SEMANTIC_VERSION = 1

# if job cannot run incrementally
# joins current snapshot data with already collected historical data
if cannot_not_run_incrementally:
    @transform(
        history=Output(historical_output),
        backup=Input(historical_output_backup),
        source=Input(order_input),
    )
    def my_compute_function(source, history, backup, ctx):
        input_df = (
            source.dataframe()
            .withColumn('record_date', F.current_date())
        )
        old_df = backup.dataframe()
        joined = old_df.unionByName(input_df)
        joined = joined.distinct()
        history.write_dataframe(joined)


# if job can run incrementally perform incremental transform normally
else:
    @incremental(snapshot_inputs=['source'], semantic_version=SEMANTIC_VERSION)
    @transform(
        history=Output(historical_output),
        backup=Output(historical_output_backup),
        source=Input(order_input),
    )
    def my_compute_function(source, history, backup):
        input_df = (
            source.dataframe()
            .withColumn('record_date', F.current_date())
        )
        history.write_dataframe(input_df.distinct()
                                .subtract(history.dataframe('previous', schema=input_df.schema)))
        backup.set_mode("replace")
        backup.write_dataframe(history.dataframe())

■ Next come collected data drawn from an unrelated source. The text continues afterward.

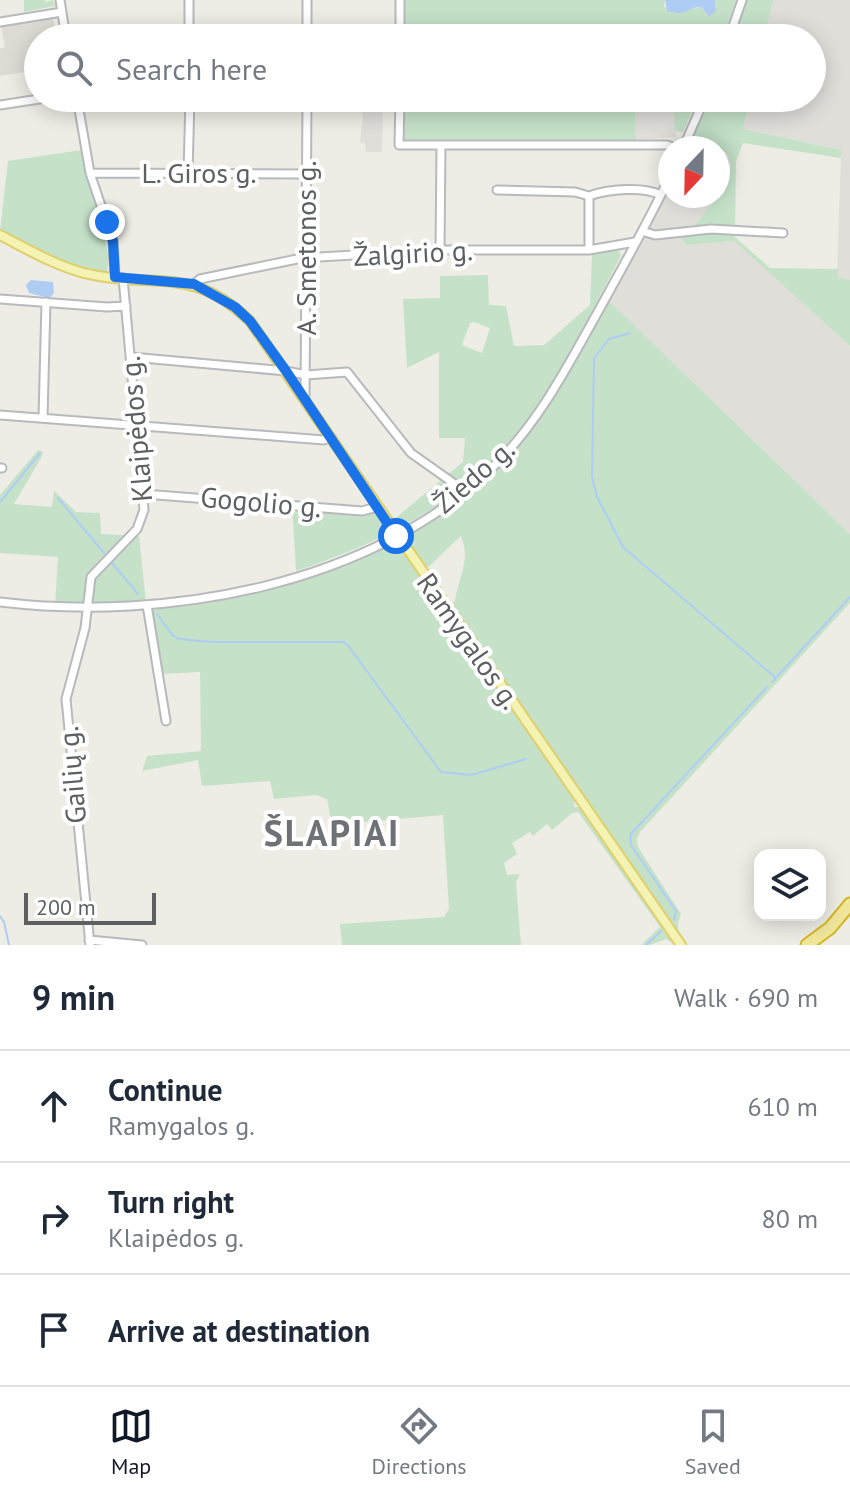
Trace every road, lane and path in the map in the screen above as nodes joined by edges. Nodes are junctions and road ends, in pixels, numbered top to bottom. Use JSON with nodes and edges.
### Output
{"nodes":[{"id":1,"x":60,"y":0,"type":"edge"},
{"id":2,"x":189,"y":0,"type":"edge"},
{"id":3,"x":307,"y":0,"type":"edge"},
{"id":4,"x":400,"y":0,"type":"edge"},
{"id":5,"x":742,"y":0,"type":"edge"},
{"id":6,"x":62,"y":12,"type":"junction"},
{"id":7,"x":0,"y":22,"type":"edge"},
{"id":8,"x":64,"y":24,"type":"edge"},
{"id":9,"x":189,"y":24,"type":"edge"},
{"id":10,"x":307,"y":24,"type":"edge"},
{"id":11,"x":400,"y":24,"type":"edge"},
{"id":12,"x":734,"y":24,"type":"edge"},
{"id":13,"x":24,"y":101,"type":"edge"},
{"id":14,"x":0,"y":105,"type":"edge"},
{"id":15,"x":79,"y":112,"type":"edge"},
{"id":16,"x":190,"y":112,"type":"edge"},
{"id":17,"x":307,"y":112,"type":"edge"},
{"id":18,"x":400,"y":112,"type":"edge"},
{"id":19,"x":699,"y":112,"type":"edge"},
{"id":20,"x":688,"y":136,"type":"edge"},
{"id":21,"x":658,"y":145,"type":"edge"},
{"id":22,"x":441,"y":146,"type":"junction"},
{"id":23,"x":90,"y":173,"type":"junction"},
{"id":24,"x":188,"y":173,"type":"junction"},
{"id":25,"x":307,"y":174,"type":"junction"},
{"id":26,"x":497,"y":190,"type":"dead end"},
{"id":27,"x":658,"y":194,"type":"edge"},
{"id":28,"x":589,"y":196,"type":"junction"},
{"id":29,"x":658,"y":201,"type":"edge"},
{"id":30,"x":642,"y":231,"type":"junction"},
{"id":31,"x":783,"y":233,"type":"dead end"},
{"id":32,"x":0,"y":235,"type":"edge"},
{"id":33,"x":635,"y":242,"type":"junction"},
{"id":34,"x":440,"y":250,"type":"junction"},
{"id":35,"x":589,"y":250,"type":"junction"},
{"id":36,"x":307,"y":258,"type":"junction"},
{"id":37,"x":119,"y":277,"type":"junction"},
{"id":38,"x":194,"y":284,"type":"junction"},
{"id":39,"x":0,"y":299,"type":"edge"},
{"id":40,"x":46,"y":302,"type":"junction"},
{"id":41,"x":126,"y":306,"type":"junction"},
{"id":42,"x":131,"y":357,"type":"junction"},
{"id":43,"x":286,"y":371,"type":"junction"},
{"id":44,"x":306,"y":375,"type":"junction"},
{"id":45,"x":305,"y":399,"type":"junction"},
{"id":46,"x":0,"y":415,"type":"edge"},
{"id":47,"x":43,"y":418,"type":"junction"},
{"id":48,"x":138,"y":425,"type":"junction"},
{"id":49,"x":331,"y":437,"type":"junction"},
{"id":50,"x":466,"y":492,"type":"junction"},
{"id":51,"x":144,"y":494,"type":"junction"},
{"id":52,"x":377,"y":507,"type":"junction"},
{"id":53,"x":396,"y":536,"type":"junction"},
{"id":54,"x":0,"y":602,"type":"edge"},
{"id":55,"x":147,"y":605,"type":"junction"},
{"id":56,"x":87,"y":608,"type":"junction"},
{"id":57,"x":166,"y":721,"type":"dead end"},
{"id":58,"x":850,"y":904,"type":"edge"},
{"id":59,"x":89,"y":942,"type":"edge"},
{"id":60,"x":142,"y":945,"type":"edge"},
{"id":61,"x":681,"y":945,"type":"edge"},
{"id":62,"x":807,"y":945,"type":"edge"}],
"edges":[{"from":1,"to":6,"type":"street"},
{"from":2,"to":9,"type":"street"},
{"from":3,"to":10,"type":"street"},
{"from":4,"to":11,"type":"street"},
{"from":5,"to":12,"type":"street"},
{"from":6,"to":7,"type":"street"},
{"from":6,"to":8,"type":"street"},
{"from":13,"to":14,"type":"street"},
{"from":15,"to":23,"type":"street","name":"Klaipėdos g."},
{"from":16,"to":24,"type":"street"},
{"from":17,"to":25,"type":"street","name":"A. Smetonos g."},
{"from":18,"to":22,"type":"street"},
{"from":19,"to":20,"type":"street"},
{"from":21,"to":22,"type":"street"},
{"from":22,"to":34,"type":"street"},
{"from":23,"to":24,"type":"street","name":"L. Giros g."},
{"from":23,"to":37,"type":"street","name":"Klaipėdos g."},
{"from":24,"to":25,"type":"street","name":"L. Giros g."},
{"from":25,"to":36,"type":"street","name":"A. Smetonos g."},
{"from":26,"to":28,"type":"street"},
{"from":27,"to":28,"type":"street"},
{"from":28,"to":35,"type":"street"},
{"from":29,"to":30,"type":"street","name":"Žiedo g."},
{"from":30,"to":31,"type":"street"},
{"from":30,"to":33,"type":"street","name":"Žiedo g."},
{"from":32,"to":37,"type":"main road","name":"Ramygalos g."},
{"from":33,"to":35,"type":"street","name":"Žalgirio g."},
{"from":33,"to":50,"type":"street","name":"Žiedo g."},
{"from":34,"to":35,"type":"street","name":"Žalgirio g."},
{"from":34,"to":36,"type":"street","name":"Žalgirio g."},
{"from":36,"to":38,"type":"street","name":"Žalgirio g."},
{"from":36,"to":44,"type":"street","name":"A. Smetonos g."},
{"from":37,"to":38,"type":"main road","name":"Ramygalos g."},
{"from":37,"to":41,"type":"street","name":"Klaipėdos g."},
{"from":38,"to":43,"type":"main road","name":"Ramygalos g."},
{"from":39,"to":40,"type":"street"},
{"from":40,"to":41,"type":"street"},
{"from":40,"to":47,"type":"street"},
{"from":41,"to":42,"type":"street","name":"Klaipėdos g."},
{"from":42,"to":43,"type":"street"},
{"from":42,"to":48,"type":"street","name":"Klaipėdos g."},
{"from":43,"to":44,"type":"street"},
{"from":43,"to":45,"type":"main road","name":"Ramygalos g."},
{"from":44,"to":45,"type":"street","name":"A. Smetonos g."},
{"from":44,"to":50,"type":"street"},
{"from":45,"to":49,"type":"main road","name":"Ramygalos g."},
{"from":46,"to":47,"type":"street"},
{"from":47,"to":48,"type":"street"},
{"from":48,"to":49,"type":"street"},
{"from":48,"to":51,"type":"street","name":"Klaipėdos g."},
{"from":49,"to":52,"type":"main road","name":"Ramygalos g."},
{"from":50,"to":53,"type":"street","name":"Žiedo g."},
{"from":51,"to":52,"type":"street","name":"Gogolio g."},
{"from":51,"to":56,"type":"street","name":"Klaipėdos g."},
{"from":52,"to":53,"type":"main road","name":"Ramygalos g."},
{"from":53,"to":55,"type":"street","name":"Žiedo g."},
{"from":53,"to":61,"type":"main road","name":"Ramygalos g."},
{"from":54,"to":56,"type":"street","name":"Žiedo g."},
{"from":55,"to":56,"type":"street","name":"Žiedo g."},
{"from":55,"to":57,"type":"street"},
{"from":56,"to":59,"type":"street","name":"Gailių g."},
{"from":58,"to":62,"type":"highway"},
{"from":59,"to":60,"type":"street"}]}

working code based on information from the selected answer and comments.

SEMANTIC_VERSION = 3


@incremental(snapshot_inputs=['source'], semantic_version=SEMANTIC_VERSION)
@transform(
    history=Output(),
    backup=Output(),
    source=Input(),
)
def compute(ctx, history, backup, source):
    # running incrementally
    if ctx.is_incremental:
        input_df = (
            source.dataframe()
            .withColumn('record_date', F.current_date())
            )
        history.write_dataframe(input_df.subtract(history.dataframe('previous', schema=input_df.schema)))
        backup.set_mode("replace")
        backup.write_dataframe(history.dataframe().distinct())

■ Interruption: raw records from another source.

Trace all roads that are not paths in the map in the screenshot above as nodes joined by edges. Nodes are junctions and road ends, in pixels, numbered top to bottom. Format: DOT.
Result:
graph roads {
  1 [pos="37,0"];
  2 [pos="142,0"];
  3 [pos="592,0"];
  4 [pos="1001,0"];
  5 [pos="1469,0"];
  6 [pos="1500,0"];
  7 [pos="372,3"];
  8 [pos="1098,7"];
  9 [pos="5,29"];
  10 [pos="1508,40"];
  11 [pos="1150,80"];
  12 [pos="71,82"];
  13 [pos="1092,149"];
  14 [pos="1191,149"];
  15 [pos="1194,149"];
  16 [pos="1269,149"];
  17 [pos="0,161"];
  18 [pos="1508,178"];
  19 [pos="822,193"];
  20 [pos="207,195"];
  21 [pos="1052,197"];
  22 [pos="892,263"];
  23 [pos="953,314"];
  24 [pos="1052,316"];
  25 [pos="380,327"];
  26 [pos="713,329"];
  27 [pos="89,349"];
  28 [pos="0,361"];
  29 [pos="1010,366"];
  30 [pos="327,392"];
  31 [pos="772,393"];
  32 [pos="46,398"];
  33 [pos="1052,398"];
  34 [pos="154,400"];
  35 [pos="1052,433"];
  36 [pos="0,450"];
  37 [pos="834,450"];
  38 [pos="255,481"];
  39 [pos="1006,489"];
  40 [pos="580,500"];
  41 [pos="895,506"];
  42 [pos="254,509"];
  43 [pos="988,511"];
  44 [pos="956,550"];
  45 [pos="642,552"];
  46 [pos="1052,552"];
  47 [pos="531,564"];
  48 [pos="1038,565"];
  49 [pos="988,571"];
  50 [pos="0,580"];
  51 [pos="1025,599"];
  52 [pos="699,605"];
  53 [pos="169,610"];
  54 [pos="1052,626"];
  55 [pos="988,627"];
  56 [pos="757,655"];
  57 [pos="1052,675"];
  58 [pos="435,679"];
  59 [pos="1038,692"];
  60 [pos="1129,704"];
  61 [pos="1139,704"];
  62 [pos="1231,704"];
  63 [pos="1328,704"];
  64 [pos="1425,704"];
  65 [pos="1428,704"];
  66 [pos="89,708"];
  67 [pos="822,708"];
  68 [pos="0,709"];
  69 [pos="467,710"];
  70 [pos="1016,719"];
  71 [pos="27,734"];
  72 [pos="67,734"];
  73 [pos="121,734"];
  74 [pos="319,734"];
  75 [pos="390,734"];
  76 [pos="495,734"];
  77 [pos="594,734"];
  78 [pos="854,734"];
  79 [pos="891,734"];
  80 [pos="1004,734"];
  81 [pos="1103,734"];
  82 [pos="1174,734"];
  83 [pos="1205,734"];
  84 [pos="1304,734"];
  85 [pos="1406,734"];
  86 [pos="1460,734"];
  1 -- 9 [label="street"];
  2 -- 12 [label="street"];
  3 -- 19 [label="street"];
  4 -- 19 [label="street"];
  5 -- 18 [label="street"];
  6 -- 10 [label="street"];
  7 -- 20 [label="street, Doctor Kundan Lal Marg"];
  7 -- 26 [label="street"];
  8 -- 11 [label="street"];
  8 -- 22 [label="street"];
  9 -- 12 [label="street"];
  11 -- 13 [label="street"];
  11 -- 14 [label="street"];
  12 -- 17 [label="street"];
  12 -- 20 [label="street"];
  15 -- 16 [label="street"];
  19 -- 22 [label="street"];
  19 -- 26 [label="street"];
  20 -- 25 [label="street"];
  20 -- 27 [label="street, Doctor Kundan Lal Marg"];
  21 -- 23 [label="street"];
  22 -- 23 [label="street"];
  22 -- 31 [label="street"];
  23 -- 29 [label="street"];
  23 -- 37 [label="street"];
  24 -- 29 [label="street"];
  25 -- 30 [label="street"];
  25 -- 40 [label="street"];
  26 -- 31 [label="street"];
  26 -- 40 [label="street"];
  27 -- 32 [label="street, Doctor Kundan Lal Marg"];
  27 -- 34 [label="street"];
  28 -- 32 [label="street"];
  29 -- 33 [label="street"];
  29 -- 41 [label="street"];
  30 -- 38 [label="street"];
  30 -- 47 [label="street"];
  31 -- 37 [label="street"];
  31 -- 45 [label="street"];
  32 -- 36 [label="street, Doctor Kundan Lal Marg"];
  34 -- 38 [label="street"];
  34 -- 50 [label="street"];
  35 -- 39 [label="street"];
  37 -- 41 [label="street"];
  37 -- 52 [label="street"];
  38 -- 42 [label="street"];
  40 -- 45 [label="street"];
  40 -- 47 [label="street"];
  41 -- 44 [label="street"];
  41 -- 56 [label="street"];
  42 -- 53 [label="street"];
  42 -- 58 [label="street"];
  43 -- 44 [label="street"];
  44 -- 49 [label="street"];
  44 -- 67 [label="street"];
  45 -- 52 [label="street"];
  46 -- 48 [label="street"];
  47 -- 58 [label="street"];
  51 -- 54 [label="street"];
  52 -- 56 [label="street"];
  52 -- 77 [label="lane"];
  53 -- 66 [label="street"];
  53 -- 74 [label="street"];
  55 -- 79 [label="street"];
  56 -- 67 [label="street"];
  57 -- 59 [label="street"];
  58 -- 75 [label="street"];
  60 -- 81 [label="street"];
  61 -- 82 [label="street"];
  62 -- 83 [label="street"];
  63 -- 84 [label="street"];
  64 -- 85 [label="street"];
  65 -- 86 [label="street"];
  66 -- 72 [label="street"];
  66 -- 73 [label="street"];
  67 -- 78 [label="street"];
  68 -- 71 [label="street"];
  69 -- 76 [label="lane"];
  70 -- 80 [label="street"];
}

    # not running incrementally
    else:
        input_df = (
            source.dataframe()
            .withColumn('record_date', F.current_date())
        )
        backup.set_mode('modify')  # use replace if  you want to start fresh
        backup.write_dataframe(input_df)
        history.set_mode('replace')
        history.write_dataframe(backup.dataframe().distinct())
eruhl06
  • 33
  • 4

2 Answers2

2

You use the 'IncrementalTransformContext' of the transform to determine whether it is running incrementally.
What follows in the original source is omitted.